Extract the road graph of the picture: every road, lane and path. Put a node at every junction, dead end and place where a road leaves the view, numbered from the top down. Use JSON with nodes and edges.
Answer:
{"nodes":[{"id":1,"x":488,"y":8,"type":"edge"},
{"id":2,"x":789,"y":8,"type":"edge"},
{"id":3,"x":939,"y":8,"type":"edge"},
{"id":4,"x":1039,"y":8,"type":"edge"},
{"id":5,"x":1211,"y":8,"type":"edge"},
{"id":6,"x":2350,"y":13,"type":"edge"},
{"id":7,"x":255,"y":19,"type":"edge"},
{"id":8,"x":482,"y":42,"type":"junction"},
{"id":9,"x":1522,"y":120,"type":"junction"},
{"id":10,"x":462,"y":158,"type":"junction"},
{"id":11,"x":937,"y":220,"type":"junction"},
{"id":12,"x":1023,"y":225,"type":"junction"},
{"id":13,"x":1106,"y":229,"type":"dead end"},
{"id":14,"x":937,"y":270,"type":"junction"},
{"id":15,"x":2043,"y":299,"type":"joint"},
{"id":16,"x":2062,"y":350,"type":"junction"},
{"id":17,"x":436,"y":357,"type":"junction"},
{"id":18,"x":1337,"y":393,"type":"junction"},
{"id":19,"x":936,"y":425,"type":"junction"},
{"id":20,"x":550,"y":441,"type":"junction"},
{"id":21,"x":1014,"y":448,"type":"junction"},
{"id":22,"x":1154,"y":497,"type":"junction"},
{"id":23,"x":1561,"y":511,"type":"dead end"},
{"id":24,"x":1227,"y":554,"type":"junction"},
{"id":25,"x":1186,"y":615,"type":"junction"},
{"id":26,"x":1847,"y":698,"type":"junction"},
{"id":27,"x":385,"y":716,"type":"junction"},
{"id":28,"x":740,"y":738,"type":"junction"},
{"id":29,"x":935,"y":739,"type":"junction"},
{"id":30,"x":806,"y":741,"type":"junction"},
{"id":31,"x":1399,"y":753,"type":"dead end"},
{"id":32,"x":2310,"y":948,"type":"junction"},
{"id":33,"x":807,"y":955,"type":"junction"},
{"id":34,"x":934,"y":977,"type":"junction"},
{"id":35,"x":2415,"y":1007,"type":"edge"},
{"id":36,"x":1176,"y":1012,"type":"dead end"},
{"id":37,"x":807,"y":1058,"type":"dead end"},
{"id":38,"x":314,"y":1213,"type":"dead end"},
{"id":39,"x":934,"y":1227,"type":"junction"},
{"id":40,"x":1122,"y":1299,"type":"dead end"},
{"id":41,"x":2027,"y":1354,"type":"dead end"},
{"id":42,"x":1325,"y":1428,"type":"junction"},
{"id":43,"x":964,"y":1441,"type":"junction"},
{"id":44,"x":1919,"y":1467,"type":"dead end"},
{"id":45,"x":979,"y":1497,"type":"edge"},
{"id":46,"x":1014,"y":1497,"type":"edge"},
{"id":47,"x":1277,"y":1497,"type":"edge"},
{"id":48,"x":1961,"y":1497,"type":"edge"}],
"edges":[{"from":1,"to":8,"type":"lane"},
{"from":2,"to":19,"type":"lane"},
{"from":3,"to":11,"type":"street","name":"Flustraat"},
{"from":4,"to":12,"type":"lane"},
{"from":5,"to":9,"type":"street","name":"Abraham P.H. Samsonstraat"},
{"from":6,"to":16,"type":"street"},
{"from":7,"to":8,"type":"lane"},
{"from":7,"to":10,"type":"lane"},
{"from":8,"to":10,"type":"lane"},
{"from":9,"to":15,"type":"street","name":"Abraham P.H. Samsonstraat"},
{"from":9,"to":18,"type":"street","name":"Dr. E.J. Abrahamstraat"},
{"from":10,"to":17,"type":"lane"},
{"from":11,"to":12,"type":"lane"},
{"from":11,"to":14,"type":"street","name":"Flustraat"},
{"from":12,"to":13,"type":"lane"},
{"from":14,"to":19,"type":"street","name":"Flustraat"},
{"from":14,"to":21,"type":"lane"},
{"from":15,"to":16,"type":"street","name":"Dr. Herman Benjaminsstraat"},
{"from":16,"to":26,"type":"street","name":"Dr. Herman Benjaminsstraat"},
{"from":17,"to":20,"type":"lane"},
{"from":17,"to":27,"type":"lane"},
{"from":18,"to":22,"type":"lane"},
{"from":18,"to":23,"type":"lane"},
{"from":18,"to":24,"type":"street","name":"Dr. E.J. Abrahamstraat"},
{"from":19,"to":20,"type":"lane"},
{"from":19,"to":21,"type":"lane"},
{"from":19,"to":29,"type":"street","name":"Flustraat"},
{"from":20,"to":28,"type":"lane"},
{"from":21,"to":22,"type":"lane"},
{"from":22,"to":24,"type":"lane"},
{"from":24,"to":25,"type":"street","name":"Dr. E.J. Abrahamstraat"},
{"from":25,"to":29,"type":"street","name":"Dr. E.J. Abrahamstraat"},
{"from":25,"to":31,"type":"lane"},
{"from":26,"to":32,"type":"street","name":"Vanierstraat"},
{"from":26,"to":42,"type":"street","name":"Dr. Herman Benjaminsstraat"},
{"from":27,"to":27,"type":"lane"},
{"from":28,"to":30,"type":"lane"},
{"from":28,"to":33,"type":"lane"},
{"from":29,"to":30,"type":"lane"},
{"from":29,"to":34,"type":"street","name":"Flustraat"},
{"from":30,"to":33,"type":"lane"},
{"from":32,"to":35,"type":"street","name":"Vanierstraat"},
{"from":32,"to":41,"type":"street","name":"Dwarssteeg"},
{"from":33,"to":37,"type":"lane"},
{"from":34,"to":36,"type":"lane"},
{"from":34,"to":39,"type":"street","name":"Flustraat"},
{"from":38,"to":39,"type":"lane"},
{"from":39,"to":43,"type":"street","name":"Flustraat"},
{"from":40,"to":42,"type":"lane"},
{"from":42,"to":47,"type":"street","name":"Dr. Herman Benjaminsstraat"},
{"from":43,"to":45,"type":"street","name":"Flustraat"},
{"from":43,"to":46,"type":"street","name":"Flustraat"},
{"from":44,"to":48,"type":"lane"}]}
---
## [Exercise prompt]
Every line of the entries above that holds "Vanierstraat" should be copied out.

## [Response to the task]
{"from":26,"to":32,"type":"street","name":"Vanierstraat"},
{"from":32,"to":35,"type":"street","name":"Vanierstraat"},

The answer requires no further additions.